Ambos estadistas evidenciaron, con su dimisión y otros gestos (Suárez lo encarnó o sublimó con singular dignidad durante el Golpe de Estado del 23-F, y así lo evoca la novela Anatomía de un instante, de Javier Cercas), que su ejercicio del poder estaba subordinado a su “sentido ético de la existencia”. Quizá por la distancia pueda impresionarnos más la abdicación de un monarca absoluto, pues no deja de parecernos una conducta o símbolo casi antisistema; pero la dimisión de un político democrático, cuando esa elección todavía puede interpretarse como una elección libre y no una postrera decisión forzada o resignada (que suele conllevar la degradación institucional, ya que el gobernante se agarra a ellas y las deforma para no precipitarse a lo que, teme, es su abismo), resuena con una ejemplaridad universalizable, contagiosa, que ontológicamente no puede alcanzar la potestad de un rey único.

Esta ejemplaridad universalizable es la que reivindica Javier Gomá (reivindicación que me permito hacer mía) en su ensayo Universal concreto, que sintetiza su planteamiento filosófico: desde la perspectiva de la ética democrática, el comportamiento de cualquiera de nosotros (un hecho concreto) puede imitarse por todas las personas que lo hayan observado y juzgado como bueno; y esa réplica encadenada terminará deparando la universalización del ejemplo benéfico en toda la sociedad. Esta concepción, a la que (aun sin una expresión teórica articulada) Carlos V y Suárez estuvieron adscritos, se opone al tan sobado y peligroso aforismo de Lord Acton de que “el poder tiende a corromper y el poder absoluto corrompe absolutamente”, condescendiente excusa que convierte a la persona en pueril sujeto pasivo de sus propias acciones. No es el poder, no, y los casos de Carlos V y Suárez lo demuestran: es la falta de “sentido ético de la existencia”. Cuanto más democrático es un Estado (asumo que, como defienden el citado Gomá o Fukuyama, la democracia liberal representa el fin de la historia en términos políticos), más exige de gobernantes y ciudadanos ese compromiso.

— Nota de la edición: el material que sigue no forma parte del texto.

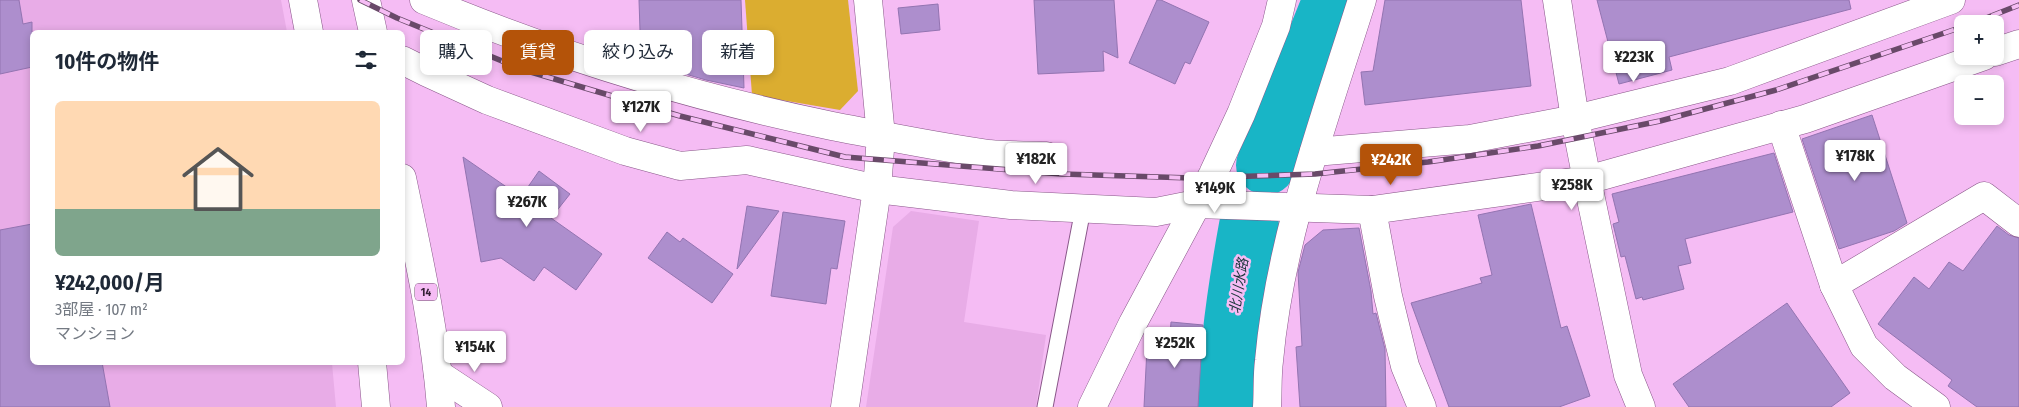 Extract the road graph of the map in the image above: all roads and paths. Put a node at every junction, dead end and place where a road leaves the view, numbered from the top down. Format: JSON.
{"nodes":[{"id":1,"x":302,"y":0,"type":"edge"},
{"id":2,"x":366,"y":0,"type":"edge"},
{"id":3,"x":424,"y":0,"type":"edge"},
{"id":4,"x":868,"y":0,"type":"edge"},
{"id":5,"x":1282,"y":0,"type":"edge"},
{"id":6,"x":1362,"y":0,"type":"edge"},
{"id":7,"x":1557,"y":0,"type":"edge"},
{"id":8,"x":1951,"y":0,"type":"edge"},
{"id":9,"x":309,"y":30,"type":"edge"},
{"id":10,"x":373,"y":30,"type":"edge"},
{"id":11,"x":2019,"y":44,"type":"edge"},
{"id":12,"x":2004,"y":49,"type":"edge"},
{"id":13,"x":405,"y":62,"type":"edge"},
{"id":14,"x":1958,"y":65,"type":"edge"},
{"id":15,"x":1575,"y":119,"type":"junction"},
{"id":16,"x":1782,"y":125,"type":"junction"},
{"id":17,"x":881,"y":136,"type":"junction"},
{"id":18,"x":1314,"y":152,"type":"junction"},
{"id":19,"x":1046,"y":156,"type":"dead end"},
{"id":20,"x":1587,"y":180,"type":"junction"},
{"id":21,"x":878,"y":189,"type":"junction"},
{"id":22,"x":405,"y":192,"type":"edge"},
{"id":23,"x":1196,"y":204,"type":"junction"},
{"id":24,"x":1298,"y":208,"type":"junction"},
{"id":25,"x":1083,"y":209,"type":"junction"},
{"id":26,"x":1372,"y":210,"type":"junction"},
{"id":27,"x":2019,"y":222,"type":"edge"},
{"id":28,"x":1834,"y":285,"type":"junction"},
{"id":29,"x":372,"y":365,"type":"edge"},
{"id":30,"x":438,"y":374,"type":"junction"},
{"id":31,"x":376,"y":407,"type":"edge"},
{"id":32,"x":441,"y":407,"type":"edge"},
{"id":33,"x":488,"y":407,"type":"edge"},
{"id":34,"x":845,"y":407,"type":"edge"},
{"id":35,"x":1046,"y":407,"type":"edge"},
{"id":36,"x":1092,"y":407,"type":"edge"},
{"id":37,"x":1267,"y":407,"type":"edge"},
{"id":38,"x":1422,"y":407,"type":"edge"},
{"id":39,"x":1641,"y":407,"type":"edge"},
{"id":40,"x":1936,"y":407,"type":"edge"}],
"edges":[{"from":1,"to":9,"type":"street"},
{"from":2,"to":10,"type":"street"},
{"from":3,"to":17,"type":"street"},
{"from":4,"to":17,"type":"street"},
{"from":5,"to":23,"type":"street"},
{"from":6,"to":18,"type":"street"},
{"from":7,"to":15,"type":"street"},
{"from":8,"to":15,"type":"street"},
{"from":11,"to":12,"type":"street"},
{"from":13,"to":21,"type":"street"},
{"from":14,"to":16,"type":"street"},
{"from":15,"to":18,"type":"street"},
{"from":15,"to":20,"type":"street"},
{"from":16,"to":20,"type":"street"},
{"from":16,"to":28,"type":"street"},
{"from":17,"to":19,"type":"street"},
{"from":17,"to":21,"type":"street"},
{"from":18,"to":24,"type":"street"},
{"from":20,"to":26,"type":"street"},
{"from":20,"to":39,"type":"street"},
{"from":21,"to":25,"type":"street"},
{"from":21,"to":34,"type":"street"},
{"from":22,"to":30,"type":"street","number":"14"},
{"from":23,"to":24,"type":"street"},
{"from":23,"to":25,"type":"street"},
{"from":23,"to":36,"type":"street"},
{"from":24,"to":26,"type":"street"},
{"from":24,"to":37,"type":"street"},
{"from":25,"to":35,"type":"lane"},
{"from":26,"to":38,"type":"street"},
{"from":27,"to":28,"type":"street"},
{"from":28,"to":40,"type":"street"},
{"from":29,"to":31,"type":"street"},
{"from":30,"to":32,"type":"street","number":"14"},
{"from":30,"to":33,"type":"street"}]}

Y por eso, detrás de los gritos de dimisión que entonan las miles de personas que se reúnen periódicamente en Valencia para reclamar la de Mazón, y la de otros tantos de miles que se congregaron en Madrid este domingo para reclamar la de Sánchez, percibo no solo el enfado por una gestión indolente, antipática y mendaz o por una corrupción espesa, anquilosante y crepuscular (ya desde la amnistía), sino otro anhelo más profundo y transformador: que siga aquilatándose ese ejemplar “sentido ético” sin el que la democracia no puede ser.

O, al menos, me gustaría percibir ese anhelo, quiero imaginar esa aspiración. La literatura apocalíptica, cuyo estilo impregna tan frecuentemente este tipo de manifestaciones, conjuga una doble dimensión: la escatológica (el final) y la promisoria, la revelación esperanzada (el nuevo principio que sucede a ese final). Pero si toda la movilización social solo persigue la satisfacción del deseo escatológico, es decir, que se confirme la extinción de una etapa o mandato que nos disgusta o hasta nos asquea, quienes participen en esas manifestaciones habrán abandonado el ejemplar “sentido ético” de la democracia por el que, sin embargo, se suponía que protestaban (o, tal vez, por el que yo imaginaba que protestaban). Yo participaré en esas manifestaciones, este tiempo de crisis lo reclama, aunque propongo que coreemos un nuevo lema que, quizá por su sugestión positiva (aunque irónica), resulte más estimulante para lograr la respuesta que pretendemos de los interpelados: “Dimite y convencerás”.